Once the cause of motion sensitivity has been diagnosed, the physician can determine the most appropriate treatment. Anticholinergic medications are commonly prescribed to help with neurological imbalances, and migraine pills are effective at relieving chronic headaches. Sometimes, a simple, non-invasive procedure known as canalith repositioning is performed to help the inner ears better control balance and reaction to motion.
Wow that must be terrible to have that condition. I know that the only time that I develop motion sensitivity is when I am reading in the car. After a while, I start to develop a dizzy feeling and have to put whatever I am reading down and just breathe in and out a little bit because I am afraid of throwing up.
If the car is moving consistently this doesn’t usually happen, but if there is a lot of traffic that is when I start to feel really dizzy and nauseous because of the stop and go motion of the car.
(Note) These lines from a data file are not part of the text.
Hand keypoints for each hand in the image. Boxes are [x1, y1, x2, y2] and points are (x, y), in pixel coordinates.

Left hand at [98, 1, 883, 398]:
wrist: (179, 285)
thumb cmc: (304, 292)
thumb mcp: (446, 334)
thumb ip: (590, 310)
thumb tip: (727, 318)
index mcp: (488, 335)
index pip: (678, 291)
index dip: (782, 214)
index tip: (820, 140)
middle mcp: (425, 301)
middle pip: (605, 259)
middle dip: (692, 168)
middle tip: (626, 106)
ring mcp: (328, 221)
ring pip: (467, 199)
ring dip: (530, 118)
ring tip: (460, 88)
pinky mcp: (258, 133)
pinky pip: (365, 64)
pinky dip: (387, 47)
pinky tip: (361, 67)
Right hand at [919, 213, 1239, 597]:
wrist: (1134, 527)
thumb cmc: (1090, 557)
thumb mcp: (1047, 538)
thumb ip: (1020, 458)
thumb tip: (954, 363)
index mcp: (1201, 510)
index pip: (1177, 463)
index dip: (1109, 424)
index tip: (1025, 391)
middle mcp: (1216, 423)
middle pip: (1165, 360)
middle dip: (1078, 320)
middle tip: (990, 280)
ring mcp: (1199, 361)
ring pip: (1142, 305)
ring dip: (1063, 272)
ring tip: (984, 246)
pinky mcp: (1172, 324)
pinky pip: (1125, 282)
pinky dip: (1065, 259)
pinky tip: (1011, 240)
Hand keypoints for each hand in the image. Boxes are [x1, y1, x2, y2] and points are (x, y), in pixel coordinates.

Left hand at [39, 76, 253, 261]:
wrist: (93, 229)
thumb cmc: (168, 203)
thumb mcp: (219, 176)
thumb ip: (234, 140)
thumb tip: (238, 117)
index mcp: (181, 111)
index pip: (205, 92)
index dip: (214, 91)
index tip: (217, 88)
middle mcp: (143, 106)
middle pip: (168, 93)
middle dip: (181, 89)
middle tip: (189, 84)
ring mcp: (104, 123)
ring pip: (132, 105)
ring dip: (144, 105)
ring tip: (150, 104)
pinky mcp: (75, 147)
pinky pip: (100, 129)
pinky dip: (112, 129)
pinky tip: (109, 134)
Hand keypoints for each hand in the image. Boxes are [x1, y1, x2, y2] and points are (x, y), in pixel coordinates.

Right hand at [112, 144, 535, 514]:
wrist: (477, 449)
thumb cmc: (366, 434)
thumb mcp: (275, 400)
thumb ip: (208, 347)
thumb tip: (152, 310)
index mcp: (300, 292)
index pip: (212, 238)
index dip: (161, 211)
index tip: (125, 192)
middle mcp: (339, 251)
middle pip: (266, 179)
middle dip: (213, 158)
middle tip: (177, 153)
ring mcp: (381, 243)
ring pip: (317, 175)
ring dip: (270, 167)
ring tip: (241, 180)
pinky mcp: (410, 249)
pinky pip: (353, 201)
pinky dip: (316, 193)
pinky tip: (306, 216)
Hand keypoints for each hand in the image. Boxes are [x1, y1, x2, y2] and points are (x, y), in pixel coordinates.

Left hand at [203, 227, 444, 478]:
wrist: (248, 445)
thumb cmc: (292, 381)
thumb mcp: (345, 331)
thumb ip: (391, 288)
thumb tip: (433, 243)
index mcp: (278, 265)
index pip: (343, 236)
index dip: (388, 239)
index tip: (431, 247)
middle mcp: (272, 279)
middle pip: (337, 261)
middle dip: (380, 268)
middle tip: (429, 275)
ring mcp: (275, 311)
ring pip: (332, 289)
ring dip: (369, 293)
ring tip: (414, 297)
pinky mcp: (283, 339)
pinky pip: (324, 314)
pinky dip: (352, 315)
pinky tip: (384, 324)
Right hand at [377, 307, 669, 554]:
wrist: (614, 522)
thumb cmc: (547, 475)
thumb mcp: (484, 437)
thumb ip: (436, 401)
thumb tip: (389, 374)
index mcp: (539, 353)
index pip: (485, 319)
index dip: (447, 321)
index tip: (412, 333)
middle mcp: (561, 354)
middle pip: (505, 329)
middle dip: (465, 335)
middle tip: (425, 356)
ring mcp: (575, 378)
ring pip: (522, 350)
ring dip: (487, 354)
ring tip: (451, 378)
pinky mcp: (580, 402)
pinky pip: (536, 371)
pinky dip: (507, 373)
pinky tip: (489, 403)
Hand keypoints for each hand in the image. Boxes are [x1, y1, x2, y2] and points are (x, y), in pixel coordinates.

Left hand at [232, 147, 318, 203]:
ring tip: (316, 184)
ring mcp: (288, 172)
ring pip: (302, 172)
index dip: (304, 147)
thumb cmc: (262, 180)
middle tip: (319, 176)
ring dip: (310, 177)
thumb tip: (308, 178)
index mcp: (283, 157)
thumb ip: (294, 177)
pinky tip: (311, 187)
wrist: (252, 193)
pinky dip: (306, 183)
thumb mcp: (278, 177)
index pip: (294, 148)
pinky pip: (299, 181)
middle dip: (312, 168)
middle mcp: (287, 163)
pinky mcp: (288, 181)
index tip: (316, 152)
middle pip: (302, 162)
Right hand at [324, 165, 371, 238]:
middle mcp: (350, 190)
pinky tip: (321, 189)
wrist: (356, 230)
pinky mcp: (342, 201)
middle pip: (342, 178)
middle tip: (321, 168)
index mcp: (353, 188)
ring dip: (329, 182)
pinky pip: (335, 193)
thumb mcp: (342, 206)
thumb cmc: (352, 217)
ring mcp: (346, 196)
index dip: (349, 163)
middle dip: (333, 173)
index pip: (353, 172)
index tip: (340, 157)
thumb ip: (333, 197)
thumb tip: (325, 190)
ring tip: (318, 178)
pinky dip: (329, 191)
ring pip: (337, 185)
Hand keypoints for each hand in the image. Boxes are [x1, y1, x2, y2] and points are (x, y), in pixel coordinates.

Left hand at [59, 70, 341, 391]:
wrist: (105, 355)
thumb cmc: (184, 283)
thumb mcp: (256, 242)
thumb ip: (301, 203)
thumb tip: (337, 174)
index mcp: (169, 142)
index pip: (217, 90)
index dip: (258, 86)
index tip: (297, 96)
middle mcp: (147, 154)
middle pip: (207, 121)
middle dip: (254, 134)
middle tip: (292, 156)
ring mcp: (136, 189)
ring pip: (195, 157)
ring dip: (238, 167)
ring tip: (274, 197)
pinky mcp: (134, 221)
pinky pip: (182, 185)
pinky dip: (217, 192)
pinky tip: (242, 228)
I just wanted to say that my mother in law suffers from severe vertigo and cannot go on any motion rides or watch movies with simulated motion. As a matter of fact, she tried to go a cruise and had to leave the ship because she was vomiting and felt really dizzy.
When she got home her doctor gave her some injections that allowed her to sleep because these bouts with vertigo also gave her migraines. I imagine that it must be hard to have this condition and her traveling ability is limited because of this. She can ride in a car, but she has to sit in the front seat or she will get dizzy. She is very motion sensitive.